I’ve been working on a novel for several years now. My writing process has been filled with fits and spurts of frantic production, and periods of rejecting the project all together (sometimes for more than a year). I’ve often referred to this novel as the project that I get to make all my mistakes on before moving onto something brilliant. But I cringe slightly at the metaphor, because I truly believe there’s still something in this book that is wonderful and extraordinary. There’s just a certain tone to the way the scenes play and the way the environmentals build that feels like nothing else I’ve written or read. Every time I try to put it aside and buckle down on other projects, I just can’t help but come back to it. My personal black hole.

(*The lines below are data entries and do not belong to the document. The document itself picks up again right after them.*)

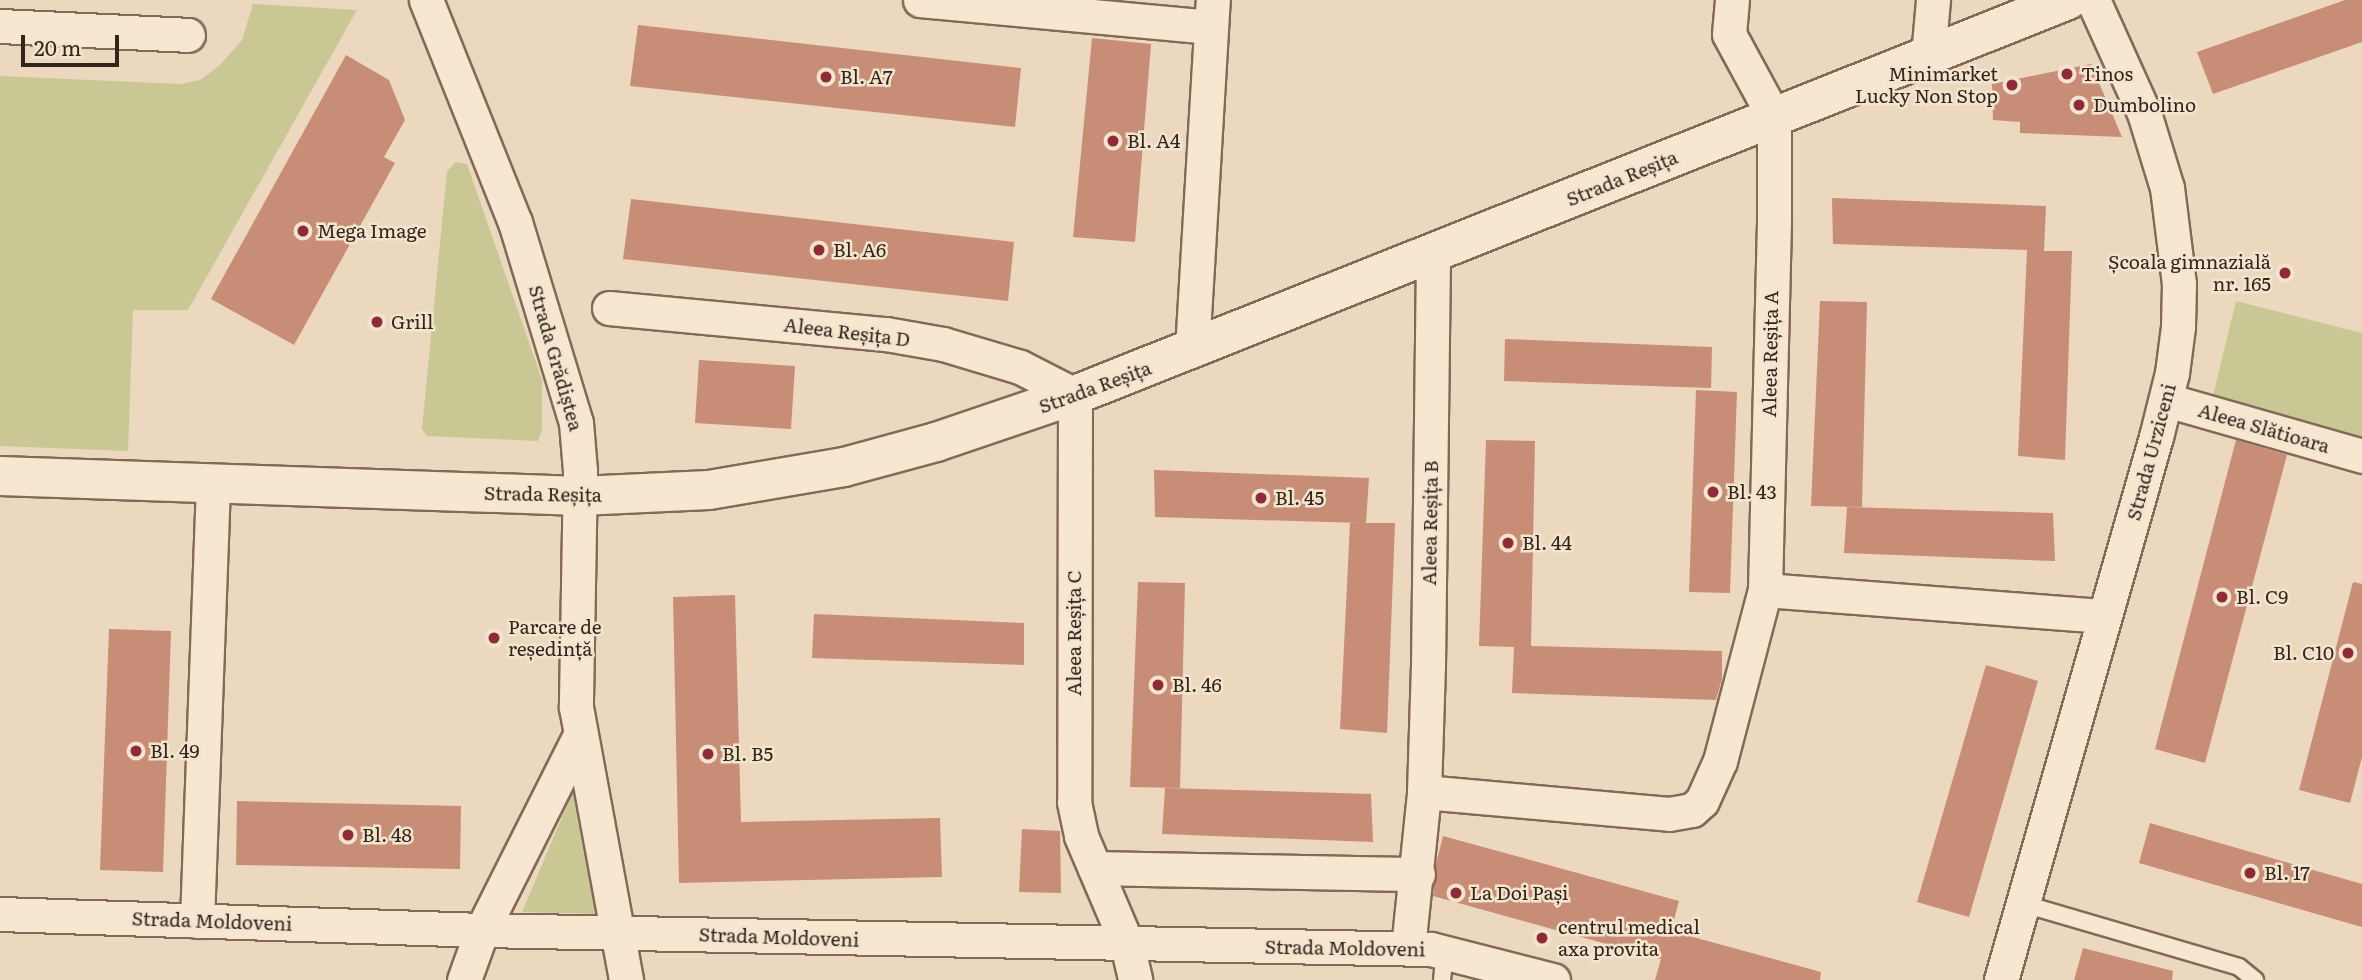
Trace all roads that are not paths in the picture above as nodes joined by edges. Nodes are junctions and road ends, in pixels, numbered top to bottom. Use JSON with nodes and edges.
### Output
{"nodes":[{"id":1,"x":426,"y":0,"type":"edge"},
{"id":2,"x":920,"y":0,"type":"edge"},
{"id":3,"x":1732,"y":0,"type":"edge"},
{"id":4,"x":1933,"y":0,"type":"edge"},
{"id":5,"x":2068,"y":0,"type":"edge"},
{"id":6,"x":2093,"y":0,"type":"edge"},
{"id":7,"x":1212,"y":13,"type":"edge"},
{"id":8,"x":0,"y":26,"type":"edge"},
{"id":9,"x":188,"y":35,"type":"dead end"},
{"id":10,"x":1928,"y":56,"type":"junction"},
{"id":11,"x":1774,"y":117,"type":"junction"},
{"id":12,"x":1433,"y":254,"type":"junction"},
{"id":13,"x":610,"y":308,"type":"dead end"},
{"id":14,"x":1192,"y":350,"type":"junction"},
{"id":15,"x":1074,"y":395,"type":"junction"},
{"id":16,"x":2166,"y":400,"type":"junction"},
{"id":17,"x":2362,"y":456,"type":"edge"},
{"id":18,"x":0,"y":476,"type":"edge"},
{"id":19,"x":213,"y":483,"type":"junction"},
{"id":20,"x":580,"y":496,"type":"junction"},
{"id":21,"x":1763,"y":598,"type":"junction"},
{"id":22,"x":2105,"y":617,"type":"junction"},
{"id":23,"x":580,"y":735,"type":"junction"},
{"id":24,"x":1424,"y":792,"type":"junction"},
{"id":25,"x":1095,"y":868,"type":"junction"},
{"id":26,"x":1418,"y":874,"type":"junction"},
{"id":27,"x":2024,"y":904,"type":"junction"},
{"id":28,"x":0,"y":914,"type":"edge"},
{"id":29,"x":197,"y":921,"type":"junction"},
{"id":30,"x":482,"y":930,"type":"junction"},
{"id":31,"x":618,"y":932,"type":"junction"},
{"id":32,"x":1127,"y":944,"type":"junction"},
{"id":33,"x":1408,"y":948,"type":"junction"},
{"id":34,"x":1443,"y":966,"type":"edge"},
{"id":35,"x":464,"y":980,"type":"edge"},
{"id":36,"x":626,"y":980,"type":"edge"},
{"id":37,"x":1135,"y":980,"type":"edge"},
{"id":38,"x":1553,"y":980,"type":"edge"},
{"id":39,"x":2001,"y":980,"type":"edge"},
{"id":40,"x":2255,"y":980,"type":"edge"}],
"edges":[{"from":1,"to":20,"type":"street","name":"Strada Grădiștea"},
{"from":2,"to":7,"type":"street"},
{"from":3,"to":11,"type":"street"},
{"from":4,"to":10,"type":"street"},
{"from":5,"to":10,"type":"street","name":"Strada Reșița"},
{"from":6,"to":16,"type":"street","name":"Strada Urziceni"},
{"from":7,"to":14,"type":"street"},
{"from":8,"to":9,"type":"street"},
{"from":10,"to":11,"type":"street","name":"Strada Reșița"},
{"from":11,"to":12,"type":"street","name":"Strada Reșița"},
{"from":11,"to":21,"type":"street","name":"Aleea Reșița A"},
{"from":12,"to":14,"type":"street","name":"Strada Reșița"},
{"from":12,"to":24,"type":"street","name":"Aleea Reșița B"},
{"from":13,"to":15,"type":"street","name":"Aleea Reșița D"},
{"from":14,"to":15,"type":"street","name":"Strada Reșița"},
{"from":15,"to":20,"type":"street","name":"Strada Reșița"},
{"from":15,"to":25,"type":"street","name":"Aleea Reșița C"},
{"from":16,"to":17,"type":"street","name":"Aleea Slătioara"},
{"from":16,"to":22,"type":"street","name":"Strada Urziceni"},
{"from":18,"to":19,"type":"street","name":"Strada Reșița"},
{"from":19,"to":20,"type":"street","name":"Strada Reșița"},
{"from":19,"to":29,"type":"street"},
{"from":20,"to":23,"type":"street","name":"Strada Grădiștea"},
{"from":21,"to":22,"type":"street"},
{"from":21,"to":24,"type":"street"},
{"from":22,"to":27,"type":"street","name":"Strada Urziceni"},
{"from":23,"to":30,"type":"street"},
{"from":23,"to":31,"type":"street","name":"Strada Grădiștea"},
{"from":24,"to":26,"type":"street","name":"Aleea Reșița B"},
{"from":25,"to":26,"type":"street"},
{"from":25,"to":32,"type":"street","name":"Aleea Reșița C"},
{"from":26,"to":33,"type":"street","name":"Aleea Reșița B"},
{"from":27,"to":39,"type":"street","name":"Strada Urziceni"},
{"from":27,"to":40,"type":"lane"},
{"from":28,"to":29,"type":"street","name":"Strada Moldoveni"},
{"from":29,"to":30,"type":"street","name":"Strada Moldoveni"},
{"from":30,"to":31,"type":"street","name":"Strada Moldoveni"},
{"from":30,"to":35,"type":"street"},
{"from":31,"to":32,"type":"street","name":"Strada Moldoveni"},
{"from":31,"to":36,"type":"street","name":"Strada Grădiștea"},
{"from":32,"to":33,"type":"street","name":"Strada Moldoveni"},
{"from":32,"to":37,"type":"street","name":"Aleea Reșița C"},
{"from":33,"to":34,"type":"street","name":"Strada Moldoveni"},
{"from":34,"to":38,"type":"street","name":"Strada Moldoveni"}]}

It’s hard to stay motivated on the project. I’ve had several mental setbacks, most often dealing with real-world news events that so closely mirror some of the elements in the book that I worry about how it would be accepted, if it would be too gauche so close to a tragic event. I worry about whether it’s even possible to publish the book, since several of my naming conventions have recently been used in other media to describe similar entities or elements in the book…that I came up with in 2007 (grrr). Either of these things can be handled with care and sensitivity – adjusting the story slightly, or simply having faith that the fictional elements of the plot are strong enough to compensate for what now seems like reliance on reality.
It’s also hard to know how to approach the book again after having shelved it for so long. It’s nearly 70,000 unedited words, still missing a completed climax and ending. A monster of a manuscript. The plot is gnarled and twisted after so many revisions that a massive retooling and restructuring is needed before I can fit those fantastic scenes and elements where they really need to be. Sometimes it feels like I’m trying to cram so much information and so much action into this one novel that it needs a prequel for the reader to make sense of it all, or to even become invested in the characters. But that’s not right either – I just need to find a way to charge the scenes with background and engagement every step of the way.
It’s been helpful recently to get back into reading other novels and short stories (which I rarely do when I have the time to sit down and write). I’ve been able to step back and consider some of the elements of my plot that come off as too familiar, tropes that have been used too frequently in the exact same plot outlines. It’s a lovely challenge for me, something that keeps my mind dreaming and scheming during swim practice and play dates and the monotony of second trimester bed rest with this pregnancy.
Telling my husband that I’m working on it again is almost painful – I avert my eyes from his predictable sigh of exasperation each time that he discovers I’m taking the plunge yet again. He’s my most ardent supporter, my sounding board, the one who picks up the pieces when I’m falling apart in misery over something that’s just not working. It’s like admitting to a regression for a terrible habit that we both thought I put behind me long ago. I think the angst and agony over this project is rooted in the length of its presence in our lives, the fact that it’s my first novel, and that it’s a story that we both really love that just hasn’t found the right form yet.
I fortify myself to dive back into the stygian depths with an ample amount of Trader Joes peanut brittle and large quantities of ginger ale (about all my pregnant stomach can handle). Please ensure a ready supply of wiggly, squirmy, giggly “Mama Hugs” from the four year old are available to sustain motivation and forward progress.